- Born: 27 December 1897
- Died: 21 January 1952 (aged 54)
- Allegiance: Soviet Russia (1918 - 1922) Soviet Union (1922–1944)
- Branch: Red Army
- Rank: Colonel-general of the Artillery
- Commands: Artillery Commander, 19th Army Artillery Commander, Soviet Western Front
- Conflicts: Russian Civil War; World War II Yartsevo Counterattack; Battle of Moscow; Battle of Kursk; ;
- Awards: Order of Lenin

= Ivan Kamera =

Soviet officer

Ivan Pavlovich Kamera (Ива́н Па́влович Каме́ра; – 21 January 1952) was a Soviet military officer who held several commands as an artillery general during World War II, most notably during the Soviet counterattack at Yartsevo (near Smolensk) and as artillery chief for the Soviet Union's Western Front (Army Group).

Promoted to colonel-general of the artillery in July 1943, Kamera was subsequently relieved of command following an April 1944 State Defense Committee report harshly critical of both the artillery performance of the Front and of the leadership of its most senior officers.

==Biography==
An ethnic Belarusian, Kamera was born in 1897. His career as a professional soldier in the Soviet armed forces began during the Russian Civil War (1917–1923).
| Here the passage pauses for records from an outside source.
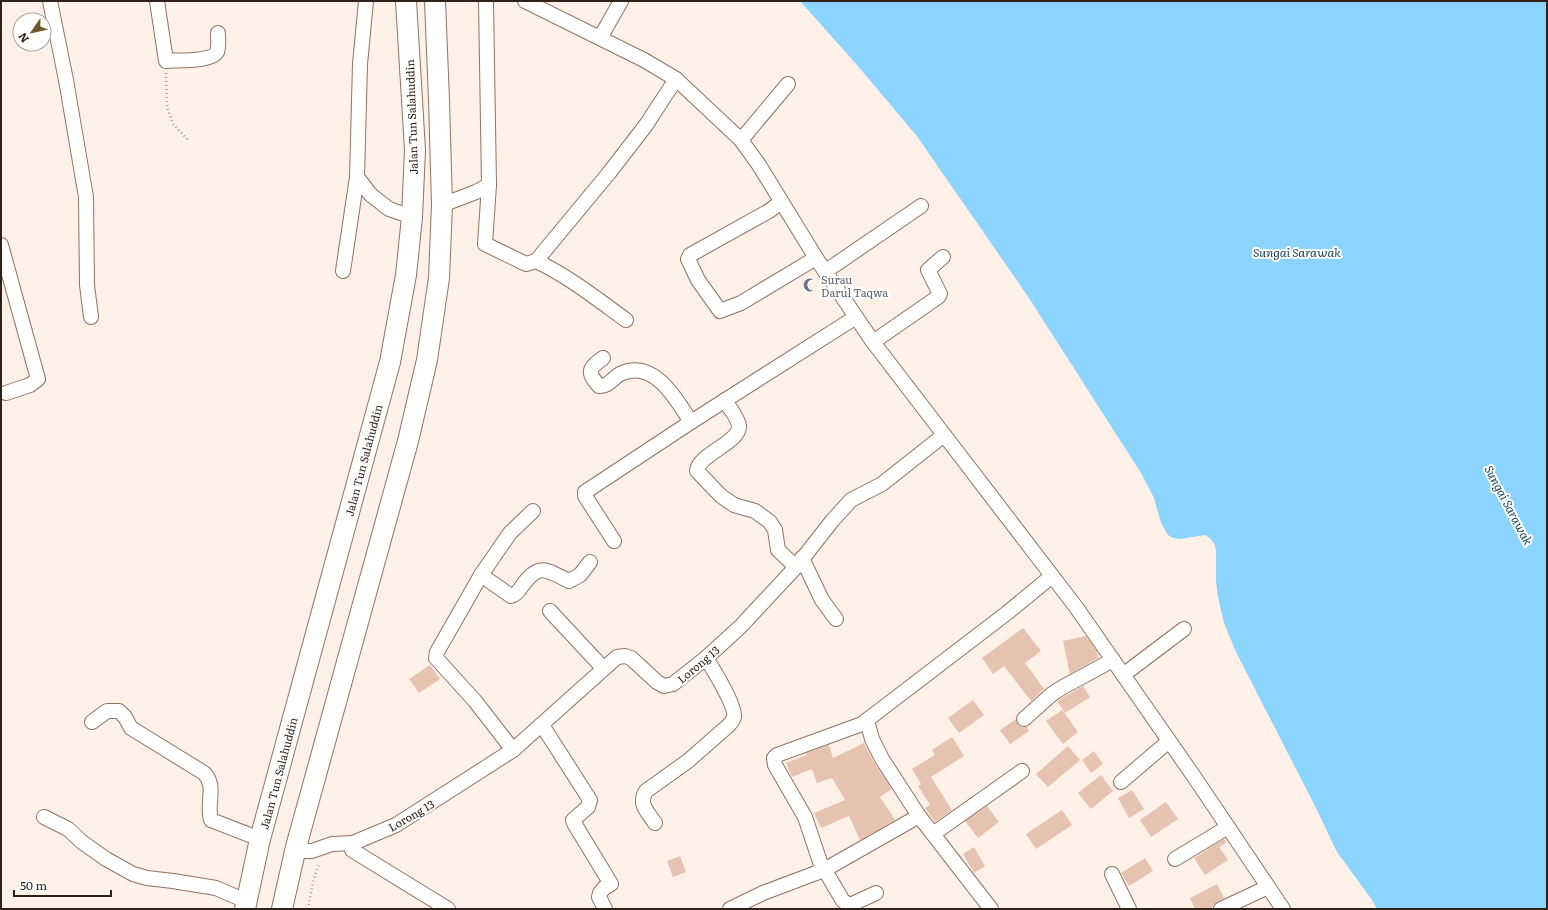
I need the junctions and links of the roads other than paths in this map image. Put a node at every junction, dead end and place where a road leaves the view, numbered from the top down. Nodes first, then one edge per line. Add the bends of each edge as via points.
1 (50, 1) edge
2 (157, 1) edge
3 (366, 1) edge
4 (406, 1) edge
5 (435, 1) edge
6 (486, 1) edge
7 (525, 1) edge
8 (621, 1) edge
9 (218, 33) dead end
10 (600, 38) junction
11 (676, 79) junction
12 (788, 84) dead end
13 (741, 140) junction
14 (357, 177) junction
15 (489, 185) junction
16 (781, 202) junction
17 (442, 205) junction
18 (921, 206) dead end
19 (412, 217) junction
20 (1, 245) edge
21 (943, 257) dead end
22 (816, 258) junction
23 (536, 261) junction
24 (343, 271) dead end
25 (826, 271) junction
26 (90, 317) dead end
27 (856, 317) junction
28 (626, 320) dead end
29 (873, 342) junction
30 (603, 358) dead end
31 (6, 393) dead end
32 (725, 400) junction
33 (691, 422) junction
34 (944, 435) junction
35 (533, 511) dead end
36 (614, 541) dead end
37 (590, 562) dead end
38 (799, 562) junction
39 (481, 575) junction
40 (1052, 576) junction
41 (550, 611) dead end
42 (836, 620) dead end
43 (1184, 629) dead end
44 (706, 658) junction
45 (1113, 660) junction
46 (603, 668) junction
47 (1123, 675) junction
48 (1024, 719) dead end
49 (867, 720) junction
50 (92, 722) dead end
51 (542, 725) junction
52 (1169, 740) junction
53 (513, 750) junction
54 (1022, 771) dead end
55 (1121, 782) dead end
56 (919, 816) junction
57 (44, 817) dead end
58 (655, 824) dead end
59 (1228, 827) junction
60 (933, 834) junction
61 (260, 839) junction
62 (348, 843) junction
63 (296, 846) junction
64 (1175, 859) dead end
65 (824, 870) junction
66 (1112, 874) dead end
67 (1268, 887) junction
68 (876, 893) dead end
69 (246, 905) edge
70 (738, 907) edge
71 (282, 909) edge
72 (448, 909) edge
73 (605, 909) edge
74 (991, 909) edge
75 (1129, 909) edge
76 (1221, 909) edge
77 (1282, 909) edge

1 - 26 street via 86,197
2 - 9 street via 166,61 214,56 218,50
3 - 14 street via 360,64
4 - 19 highway, Jalan Tun Salahuddin via 415,150
5 - 17 highway
6 - 15 street
7 - 10 street
8 - 10 street
10 - 11 street
11 - 13 street
11 - 23 street via 646,125
12 - 13 street
13 - 16 street
14 - 19 street via 371,195 389,209
14 - 24 street
15 - 17 street
15 - 23 street via 485,244 526,264
16 - 22 street
16 - 22 street via 690,255 688,260 698,280 720,311 741,302
17 - 63 highway via 439,278 427,360 408,441
18 - 25 street
19 - 61 highway, Jalan Tun Salahuddin via 406,276 390,362
20 - 31 street via 38,379 30,385
21 - 29 street via 928,270 940,294 938,297
22 - 25 street
23 - 28 street via 588,292
25 - 27 street
27 - 29 street
27 - 32 street
29 - 34 street
30 - 33 street via 591,366 590,372 599,386 605,385 620,374 644,372 667,387
32 - 33 street
32 - 38 street via 739,427 736,434 703,461 698,471 721,496 734,505 755,511 770,522 775,530 778,550
33 - 36 street via 586,492 585,496
34 - 38 street, Lorong 13 via 882,484 851,500
34 - 40 street
35 - 39 street via 510,533
37 - 39 street via 580,575 569,581 551,572 539,570 511,596
38 - 42 street
38 - 44 street, Lorong 13 via 740,627
39 - 53 street via 436,658 475,701
40 - 45 street
40 - 49 street
41 - 46 street
43 - 47 street
44 - 46 street, Lorong 13 via 673,684 664,686 631,658 625,656 617,657
44 - 58 street via 730,701 734,718 730,725 688,761 646,791 642,802
45 - 47 street
45 - 48 street via 1052,694
46 - 51 street, Lorong 13
47 - 52 street
49 - 56 street via 872,739 882,759
49 - 65 street via 774,758 805,817
50 - 61 street via 107,711 119,711 131,728 210,779 211,820
51 - 53 street, Lorong 13
51 - 73 street via 590,800 588,807 573,820 611,884 604,888 599,897
52 - 55 street
52 - 59 street
53 - 62 street, Lorong 13 via 396,825
54 - 60 street
56 - 60 street
56 - 65 street
57 - 69 street via 68,829 106,859 133,874 216,888
59 - 64 street
59 - 67 street
60 - 74 street
61 - 69 highway, Jalan Tun Salahuddin
62 - 63 street, Lorong 13 via 312,851
62 - 72 street via 352,850
63 - 71 highway
65 - 68 street via 843,901 850,905
65 - 70 street via 763,893
66 - 75 street
67 - 76 street
67 - 77 street

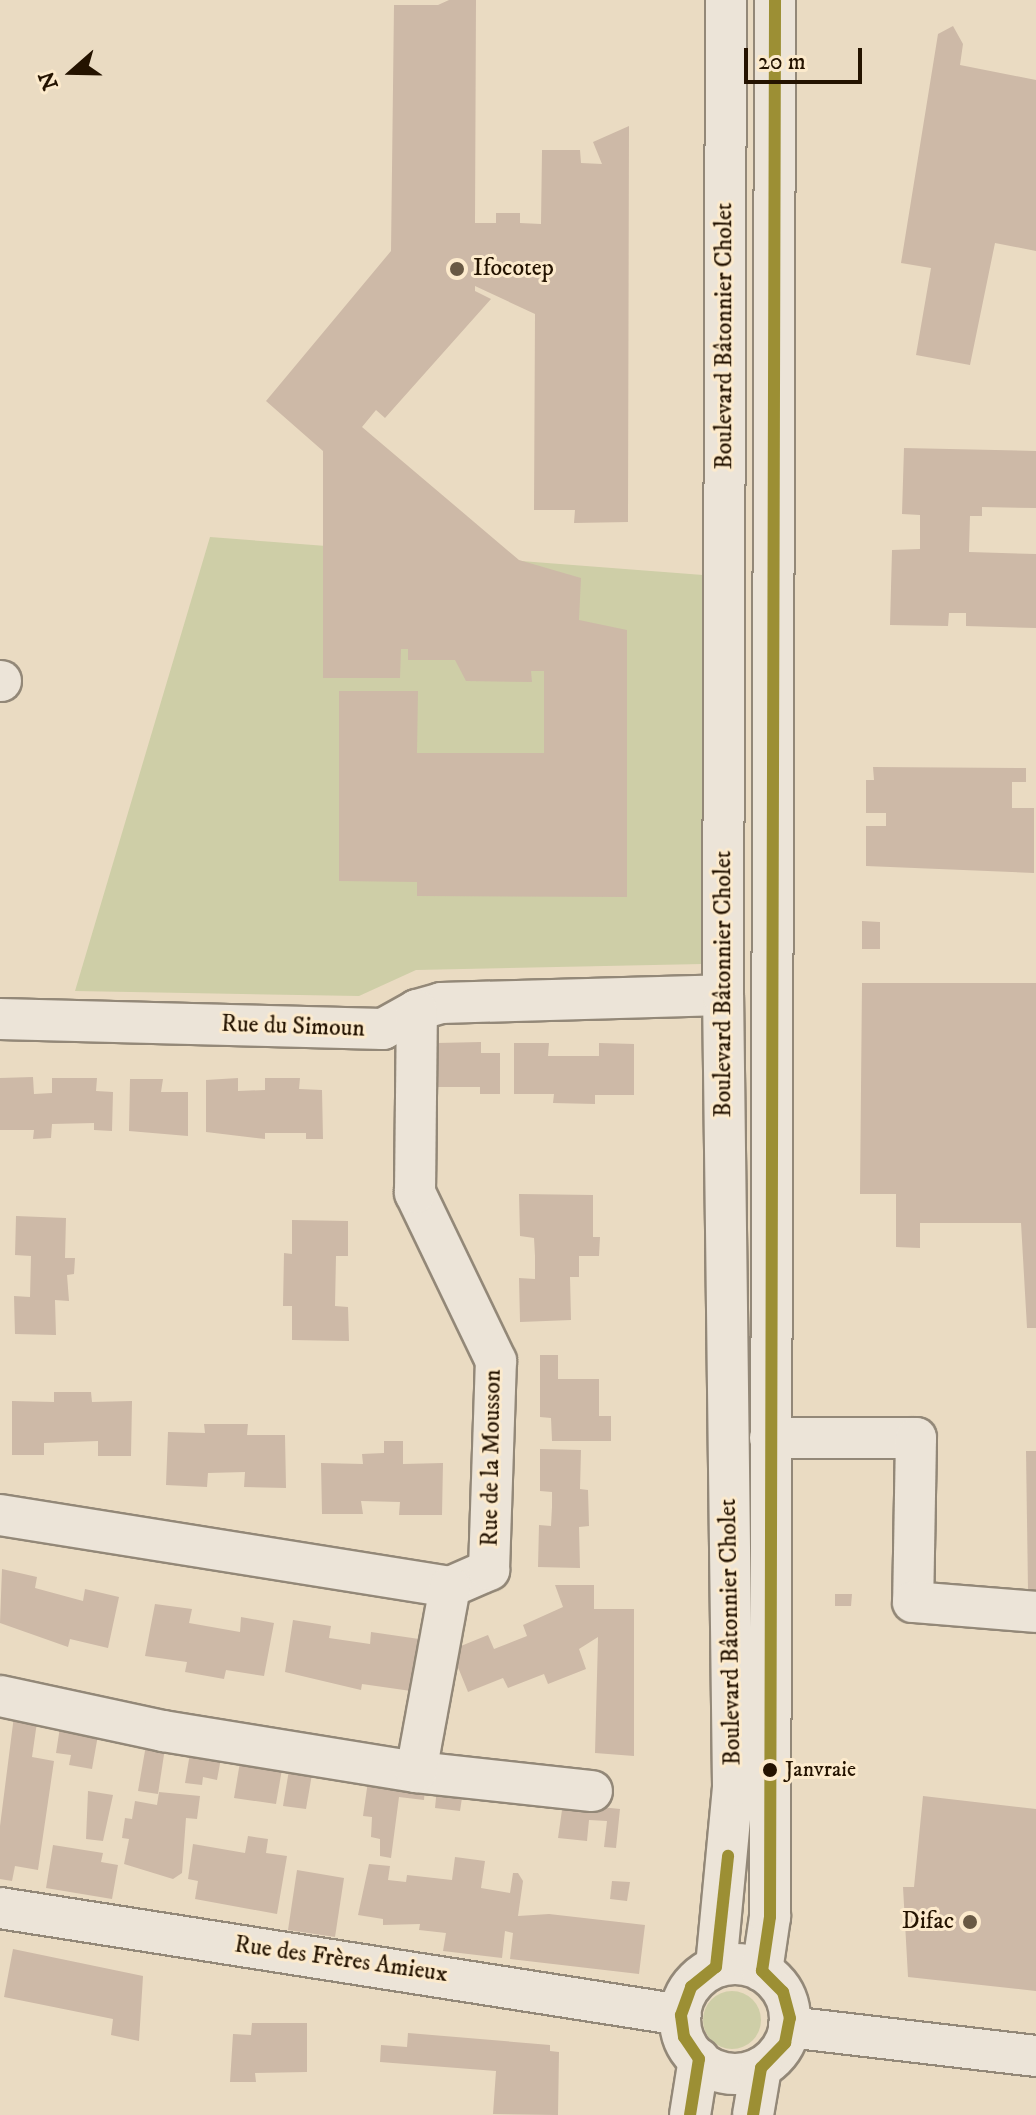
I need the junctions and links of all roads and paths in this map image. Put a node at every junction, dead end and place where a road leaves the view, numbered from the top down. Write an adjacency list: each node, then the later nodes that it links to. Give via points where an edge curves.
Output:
1 (726, 0): 3 (street, Boulevard Bâtonnier Cholet)
2 (775, 0): 6 (street, Boulevard Bâtonnier Cholet)
3 (723, 995): 4 (street, Rue du Simoun, via 441,1003); 14 (street, Boulevard Bâtonnier Cholet, via 733,1786)
4 (417, 1010): 5 (street, Rue du Simoun, via 383,1029); 8 (street, Rue de la Mousson, via 415,1193 496,1361 489,1570)
5 (0, 1019)
6 (770, 1438): 9 (street, via 916,1438 913,1602); 15 (street, Boulevard Bâtonnier Cholet, via 770,1917)
7 (0, 1515): 8 (street)
8 (450, 1587): 11 (street)
9 (1036, 1612)
10 (0, 1696): 11 (street, via 163,1731)
11 (416, 1772): 12 (street)
12 (592, 1791)
13 (0, 1908): 16 (street, Rue des Frères Amieux)
14 (716, 1967): 15 (street, via 745,1965); 16 (street, via 691,1987)
15 (762, 1971): 17 (street, via 783,1992)
16 (681, 2015): 19 (street, via 684,2037)
17 (789, 2027): 18 (street); 20 (street, via 782,2048)
18 (1036, 2056)
19 (699, 2059): 20 (street, via 727,2073); 21 (street)
20 (761, 2068): 22 (street)
21 (690, 2115)
22 (753, 2115)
Already a member of the Bolsheviks’ Red Guard during the revolutionary events of 1917, Kamera joined the Bolshevik Party and the newly organized Red Army of the Russian Socialist Federative Soviet Republic in 1918.

A professional military man during the interwar decades in the Soviet Union, Kamera served in the artillery of the Red Army in the Soviet Union's Far East during 1929. He finished a set of army commanders' tactical courses in 1936 and held a series of artillery commands in the Soviet Army's divisions and corps in the 1930s.

He was assigned the army rank of major-general of the artillery following the introduction of the general officer ranks into the Soviet military ranks in 1940.

===In World War II===
Initially the commanding artillery officer of the Red Army's 10th Rifle Corps during peacetime in 1941, Kamera was assigned to a series of commands in the Red Army's artillery following the June 1941 surprise invasion of the Soviet Union by Nazi Germany.

As chief commander of the artillery within the 19th Army of the Soviet Union in July 1941, Kamera lost contact with the 19th Army during operations near Smolensk, but succeeded in assisting Konstantin Rokossovsky's improvized counterattack against the advancing forces of Germany's Army Group Center at the heights of Yartsevo in Smolensk Oblast. The successful counterattack temporarily retook control of the town from the German forces.

Subsequently, appointed chief commanding officer of the artillery for the Soviet Union's Western Front in November 1941, Kamera served under Front commanders Georgy Zhukov (1941–1942) and Ivan Konev (1942–1943). Awarded the rank of colonel-general on 5 July 1943, he served under Vasily Sokolovsky (1943–1944) until mid-April 1944 – just prior to the Front's 1944 reorganization as the 2nd and 3rd Belorussian Fronts.

Rokossovsky, recalling his experience with Kamera during the handling of the artillery at Yartsevo in his later memoirs, described Kamera as a remarkable commander; Soviet Artillery Marshal Nikolay Voronov also set down fond recollections, describing Kamera as a demanding commander regarded as a genuine authority by the artillerymen working under him. Kamera also became one of the higher-ranking Soviet Army officers to be decorated for heroism by the United States, receiving the United States Department of War's Distinguished Service Cross on behalf of Commander-in-Chief President Franklin D. Roosevelt on 6 January 1944.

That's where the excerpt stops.